Capital Case Roundup — Death Penalty Court Decisions the Week of April 52021

NEWS (4/8/21) — Nevada: The Nevada Supreme Court has granted capital defendant Wilber Ernesto Martinez-Guzman’s emergency motion to stay a premature deadline the trial court had set for his lawyers to file a claim that he is ineligible for the death penalty because of intellectual disability. A trial court in Reno had set an April 20 deadline for Martinez-Guzman, four months earlier than the time allotted under Nevada law, which permits a defendant to file up to ten days before the scheduled start of trial. The court’s unanimous decision did not explain why it granted the stay. However, Martinez-Guzman’s lawyers argued that the trial court deadline impaired their ability to investigate and present evidence to establish his ineligibility for the death penalty.

Martinez-Guzman is a Salvadoran national. Proof of intellectual disability requires providing evidence of deficits in daily functioning that were present before age 18, and his lawyers told the court that COVID-19 travel restrictions have made it impossible to investigate and interview witnesses in El Salvador to obtain necessary evidence about Martinez-Guzman’s childhood impairments. “This court must allow him the opportunity to investigate, collect, analyze and marshal the best and most reliable evidence on his intellectual disability,” Martinez-Guzman’s lawyers told the court.

Washoe County prosecutors argued that the defense request was a delay tactic.


NEWS (4/8/21) — Ohio: The Ohio Supreme Court has stayed the scheduled May 26, 2021 execution of David Martin. The court set the execution date in September 2017, when it affirmed Martin’s conviction and death sentence. However, the state failed to appoint a lawyer to represent him in state post-conviction proceedings, causing his time limit for filing federal appeals to expire without ever providing him state post-conviction review of his case. When federal defenders discovered that Martin was unrepresented, they sought appointment in the case and moved to stay his execution.

“It’s shocking to me that this fell through the cracks, that this could go a whole year and nobody could notice this guy didn’t have a lawyer,” assistant federal public defender David Stebbins said. “I thought we had better safeguards in place.” The court granted the stay, which prosecutors did not oppose, “pending disposition of … all state postconviction proceedings, including any appeals.”


NEWS (4/6/21) — Alabama: In an unpublished opinion, the U.S. Court of Appeals for the Eleventh Circuit has upheld the death sentence imposed on Kenneth Smith by an Alabama trial judge in 1996 after the sentencing jury had voted 11-1 to spare Smith’s life. No state in the United States any longer permits trial judges to override jury votes for life.

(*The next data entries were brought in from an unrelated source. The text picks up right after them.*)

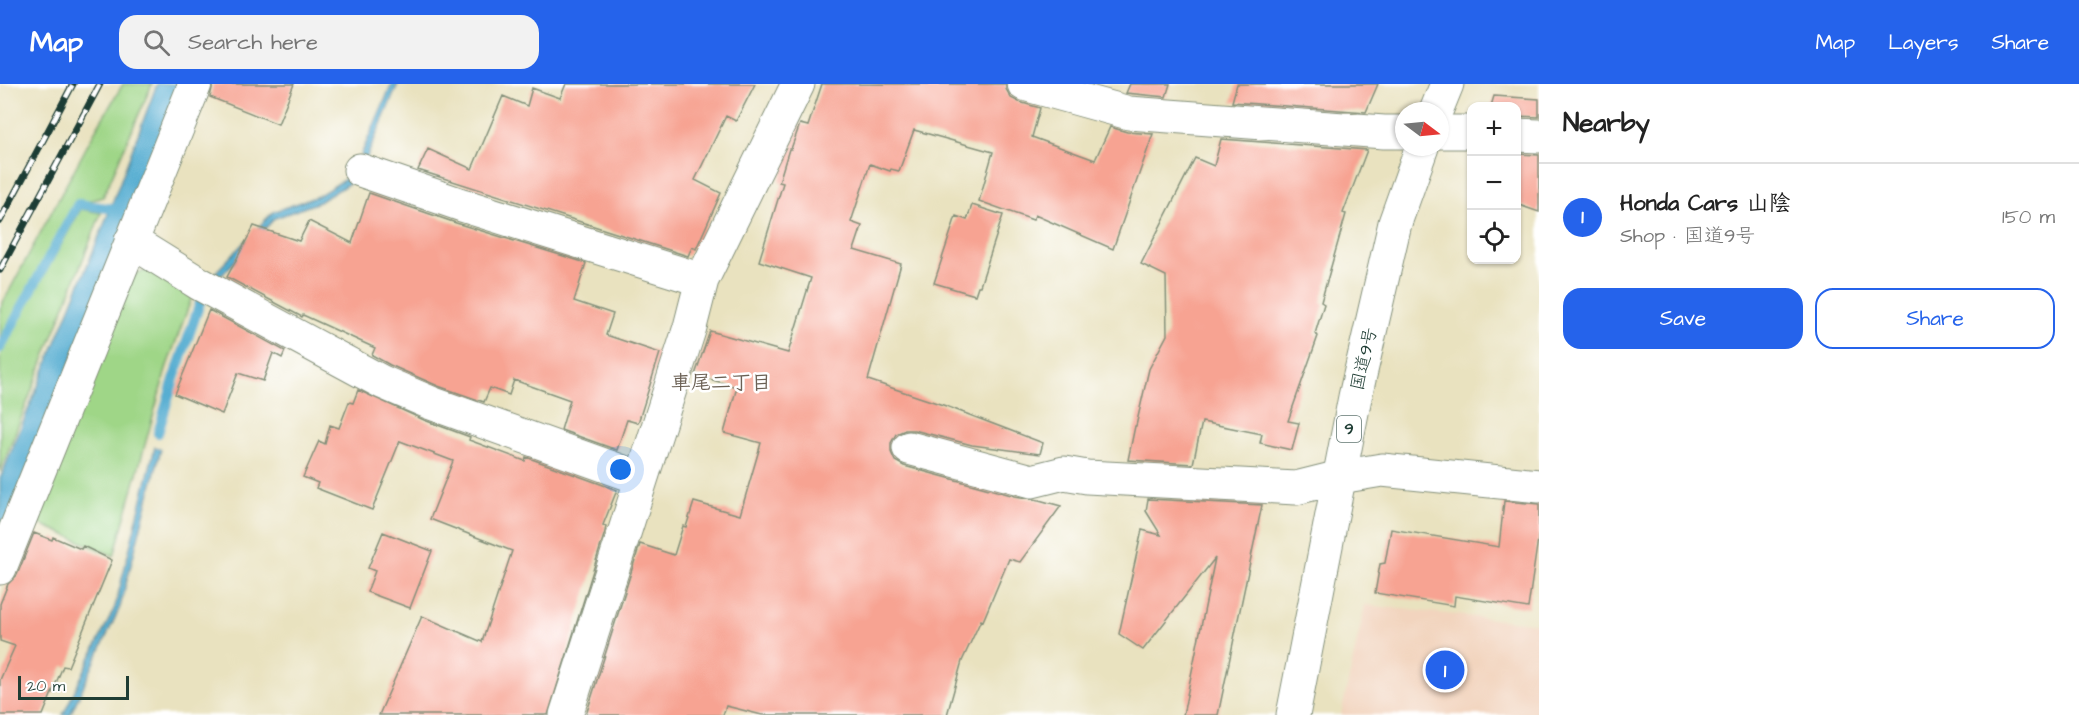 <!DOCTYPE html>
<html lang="en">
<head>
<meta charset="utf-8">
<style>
  :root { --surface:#fff; --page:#f2f2f2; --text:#222; --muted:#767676; --line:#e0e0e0; --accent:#2563eb }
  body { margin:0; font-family:"Architects Daughter","Klee One",sans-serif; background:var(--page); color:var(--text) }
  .controls { position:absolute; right:18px; top:18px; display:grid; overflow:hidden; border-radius:12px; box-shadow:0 2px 4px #0004 }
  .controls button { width:54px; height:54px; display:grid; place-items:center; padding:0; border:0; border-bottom:2px solid var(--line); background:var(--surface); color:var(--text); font:30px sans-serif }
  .compass { position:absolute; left:1395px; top:18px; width:54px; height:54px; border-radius:50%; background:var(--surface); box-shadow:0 2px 4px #0004; rotate:106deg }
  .scale { position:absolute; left:18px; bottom:15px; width:111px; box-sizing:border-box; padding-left:6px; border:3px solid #1f3d34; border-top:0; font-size:16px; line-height:21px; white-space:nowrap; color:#1f3d34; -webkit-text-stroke:4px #fff; paint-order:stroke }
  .you { position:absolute; left:621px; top:386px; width:21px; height:21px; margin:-15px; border:4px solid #fff; border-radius:50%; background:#1a73e8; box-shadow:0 0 0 9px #1a73e833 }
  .badge { display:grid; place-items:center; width:39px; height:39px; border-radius:50%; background:var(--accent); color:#fff; font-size:20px; font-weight:700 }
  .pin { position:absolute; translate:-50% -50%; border:3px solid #fff; box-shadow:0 2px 6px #0006 }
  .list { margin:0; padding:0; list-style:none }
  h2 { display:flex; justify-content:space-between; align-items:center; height:78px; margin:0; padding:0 24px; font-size:26px }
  h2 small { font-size:20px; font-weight:400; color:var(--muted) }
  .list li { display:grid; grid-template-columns:39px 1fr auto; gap:18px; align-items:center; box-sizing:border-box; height:108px; padding:0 24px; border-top:2px solid var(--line) }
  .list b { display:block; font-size:22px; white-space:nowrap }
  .list p { margin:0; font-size:20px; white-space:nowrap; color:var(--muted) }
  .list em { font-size:20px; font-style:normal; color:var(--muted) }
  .actions { display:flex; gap:12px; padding:18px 24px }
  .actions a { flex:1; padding:14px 0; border:2px solid var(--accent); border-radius:18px; text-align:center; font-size:21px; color:var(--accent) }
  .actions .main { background:var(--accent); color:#fff }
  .icon { flex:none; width:33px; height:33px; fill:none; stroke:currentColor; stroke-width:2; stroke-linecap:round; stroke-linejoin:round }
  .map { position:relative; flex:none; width:1539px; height:631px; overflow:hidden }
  header { display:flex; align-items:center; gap:36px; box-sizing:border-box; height:84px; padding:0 30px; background:var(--accent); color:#fff }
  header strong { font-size:28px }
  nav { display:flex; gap:33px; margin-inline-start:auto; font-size:21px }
  .search { width:420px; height:54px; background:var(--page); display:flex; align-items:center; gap:15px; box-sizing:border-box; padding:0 21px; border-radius:18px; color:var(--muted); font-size:22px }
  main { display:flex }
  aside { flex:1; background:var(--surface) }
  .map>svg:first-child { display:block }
  .built { fill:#f2d4be }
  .green { fill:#9fd687; stroke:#5f8a5e; stroke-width:1.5 }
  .water { fill:#52acd0; stroke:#387482; stroke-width:1.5 }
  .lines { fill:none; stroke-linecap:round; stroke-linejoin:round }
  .stream { stroke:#52acd0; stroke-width:10 }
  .building { fill:#f7a392 }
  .minor-casing { stroke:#84907a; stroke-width:35 }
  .highway-casing { stroke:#84907a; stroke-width:35 }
  .minor { stroke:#fff; stroke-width:33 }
  .highway { stroke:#fff; stroke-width:33 }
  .rail-casing { stroke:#1f3d34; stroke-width:7 }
  .rail { stroke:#fff; stroke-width:4.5; stroke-dasharray:14; stroke-linecap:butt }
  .labels { text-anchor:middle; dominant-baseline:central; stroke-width:5; stroke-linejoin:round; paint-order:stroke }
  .shield { fill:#fff; stroke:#627771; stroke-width:1.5 }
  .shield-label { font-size:16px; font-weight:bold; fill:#1f3d34 }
  .street-label { font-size:18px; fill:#1f3d34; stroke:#fff }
  .neighbourhood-label { font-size:20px; font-weight:bold; fill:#6b6155; stroke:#fff }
</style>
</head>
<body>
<header>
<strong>Map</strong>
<div class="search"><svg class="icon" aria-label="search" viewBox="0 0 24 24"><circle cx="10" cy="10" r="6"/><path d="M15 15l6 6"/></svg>Search here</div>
<nav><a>Map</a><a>Layers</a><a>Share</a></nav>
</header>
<main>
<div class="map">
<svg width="1539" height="631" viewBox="0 0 1539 631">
  <rect width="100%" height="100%" fill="#fff"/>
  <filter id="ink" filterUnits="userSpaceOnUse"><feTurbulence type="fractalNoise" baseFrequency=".0167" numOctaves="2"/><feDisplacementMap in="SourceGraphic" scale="12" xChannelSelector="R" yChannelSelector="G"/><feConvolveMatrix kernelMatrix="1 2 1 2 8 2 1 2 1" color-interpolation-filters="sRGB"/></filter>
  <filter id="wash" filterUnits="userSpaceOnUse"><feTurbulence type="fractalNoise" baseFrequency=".008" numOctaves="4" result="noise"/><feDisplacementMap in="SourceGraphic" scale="24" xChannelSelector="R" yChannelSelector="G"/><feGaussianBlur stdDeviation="1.35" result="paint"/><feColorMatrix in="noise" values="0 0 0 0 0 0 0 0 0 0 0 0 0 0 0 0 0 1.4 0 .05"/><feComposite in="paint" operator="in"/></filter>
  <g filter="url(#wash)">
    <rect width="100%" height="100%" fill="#e9e2bf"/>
    <path class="built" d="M1365 521 1539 540V631H1341Z"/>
    <path class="green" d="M123 0H152L103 113 74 121 0 255V224L95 47Z
      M81 125 101 129 0 388V271Z
      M148 186 192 213 167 282 114 472 29 435 128 192Z"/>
    <path class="water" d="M157 0H182L0 454V395L105 138Z
      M392 0H398L366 75 361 71Z
      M350 92 354 96 319 118 275 134 219 194H214L216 188 273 128 318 112Z
      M155 363 161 365 120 523 70 631H63L115 523Z"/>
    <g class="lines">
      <path class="stream" d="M0 264 78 120 122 126
        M158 349 174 295 201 216"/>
    </g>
    <g id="blocks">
      <path class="building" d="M213 0H294L278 40 210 13Z
        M566 0H755L736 37 726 32 695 96 721 109 696 165 692 163 688 172 418 86 428 65 472 85 503 12 527 22 532 4 560 14Z
        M822 0H1006V5L1011 14 1019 18 1040 24 1032 53 1095 76 1110 43 1127 48 1153 50 1113 165 1035 131 1033 136 979 117 993 68 914 46 899 87 891 85 890 87 870 80 851 138 862 142 854 166 901 180 868 296 946 322 1043 359 1040 370 972 361 914 346H905L896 350 891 359V368L895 377 904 382 1015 412 1039 416 1061 422 1020 478 1009 475 983 537 981 536 962 577 947 631H762L726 622 723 631H586L640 460 674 471 683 442 686 443 694 418 740 431 761 359 724 349 737 303 695 291 710 247 788 269 811 194 759 177 783 99 779 98 789 65H791L800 40 808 42Z
        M1130 0H1170L1166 13 1126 9Z
        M1237 0H1378L1366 28 1232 18Z
        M1494 12 1539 15V33L1516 32V22H1491Z
        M1221 55 1367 66 1343 129 1346 130 1321 218 1324 220 1315 250 1318 252 1288 337 1299 339 1292 366 1260 359 1262 350 1202 338 1193 380 1128 376 1135 342H1136L1149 285 1167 251 1166 192 1141 180 1195 74 1214 82Z
        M1516 70 1539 71V128L1516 120Z
        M369 109 456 139 586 179 574 217 613 230 606 251 660 269 638 339 627 336 617 366 561 346 570 316 514 296 509 311 490 304 484 318 438 302 390 281 372 271 375 264 303 231 302 233 227 193 254 142 299 157 309 137 352 159Z
        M972 121 1003 131 980 202H978L975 211 934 199 956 132 967 136Z
        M209 226 285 267 282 274 273 269 263 297 238 289 222 330 175 310Z
        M358 306 424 336 470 353 469 356 525 377 526 373 617 406 603 441 606 442 605 448 548 631H379L422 532 482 558 512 467 430 435 453 377 400 357 372 426 316 404 318 399 303 393 319 357 325 360 330 341 339 344 349 318 353 319Z
        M1148 415 1262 421 1218 631H1183L1215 474 1143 566 1119 550 1142 446 1161 451 1146 427Z
        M1504 417 1539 420V448L1528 524 1455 512 1454 522 1375 509 1380 480 1385 479 1391 445 1499 463Z
        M383 448 432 467 410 524 367 508 375 487 368 484Z
        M34 449 52 456 53 453 81 465 83 462 112 476 68 583 63 582 43 631H0V596L15 562 0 557V520L8 500 17 491Z"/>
    </g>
  </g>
  <g filter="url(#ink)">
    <use href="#blocks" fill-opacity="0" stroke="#84907a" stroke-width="1.5"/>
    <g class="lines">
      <g class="minor-casing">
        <path id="minor" d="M1024 0 1129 29 1384 48H1404
          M1440 48H1472
          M1516 51 1539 52
          M360 86 462 121 702 196
          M131 157 200 200 382 298 431 319 640 394
          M909 364 1032 397 1064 389 1087 393 1296 404 1340 393 1382 386 1539 402
          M0 484 195 0
          M566 631 690 243 702 196 798 0"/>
      </g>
      <g class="highway-casing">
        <path id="highway" d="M1436 27 1447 0
          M1293 631 1355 313 1395 139 1422 63"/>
      </g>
      <use href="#minor" class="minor"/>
      <use href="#highway" class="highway"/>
      <g class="rail-casing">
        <path id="rail" d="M0 137 73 0
          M0 186 100 0"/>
      </g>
      <use href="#rail" class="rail"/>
    </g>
  </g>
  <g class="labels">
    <rect class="shield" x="1337" y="332" width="24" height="26" rx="4.5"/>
    <g class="shield-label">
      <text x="1349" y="345">9</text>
    </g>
    <g class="street-label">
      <text transform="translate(1364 275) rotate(-77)">国道9号</text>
    </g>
    <g class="neighbourhood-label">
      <text x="721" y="299">車尾二丁目</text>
    </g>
  </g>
</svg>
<div class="controls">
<button>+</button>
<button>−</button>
<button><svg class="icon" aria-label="locate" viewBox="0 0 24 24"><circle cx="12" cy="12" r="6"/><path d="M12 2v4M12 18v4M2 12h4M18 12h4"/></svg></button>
</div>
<svg class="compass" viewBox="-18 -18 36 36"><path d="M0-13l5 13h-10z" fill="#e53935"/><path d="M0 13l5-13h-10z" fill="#767676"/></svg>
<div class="scale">20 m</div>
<div class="you"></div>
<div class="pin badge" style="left:1445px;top:586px">1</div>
</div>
<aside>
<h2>Nearby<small></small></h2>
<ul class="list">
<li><span class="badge">1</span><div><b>Honda Cars 山陰</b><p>Shop · 国道9号</p></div><em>150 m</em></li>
</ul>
<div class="actions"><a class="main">Save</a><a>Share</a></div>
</aside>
</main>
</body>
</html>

After the federal district court denied Smith’s habeas corpus petition, the appeals court granted Smith permission to appeal a single issue, whether the district court erred in holding that Smith was not prejudiced by his trial counsel’s failure to object to the validity of the search warrant issued in his case. The court denied that claim, holding that the warrant, though failing to comply with the letter of Alabama law, did not violate Alabama law and was not invalid.


NEWS (4/6/21) — Oklahoma: After a one-day penalty phase, an Oklahoma County jury has recommended that Derrick Laday be sentenced to death for a 2015 murder. Laday was one of eight defendants charged in stabbing a man to death, moving his body to a location under a bridge, and then setting a fire to burn the body and destroy evidence. The other seven — including Laday’s brother and girlfriend — pleaded guilty to lesser charges.

Laday was permitted to waive his right to counsel and represented himself in the guilt phase of the trial. Stand-by counsel took over the case for the short penalty phase.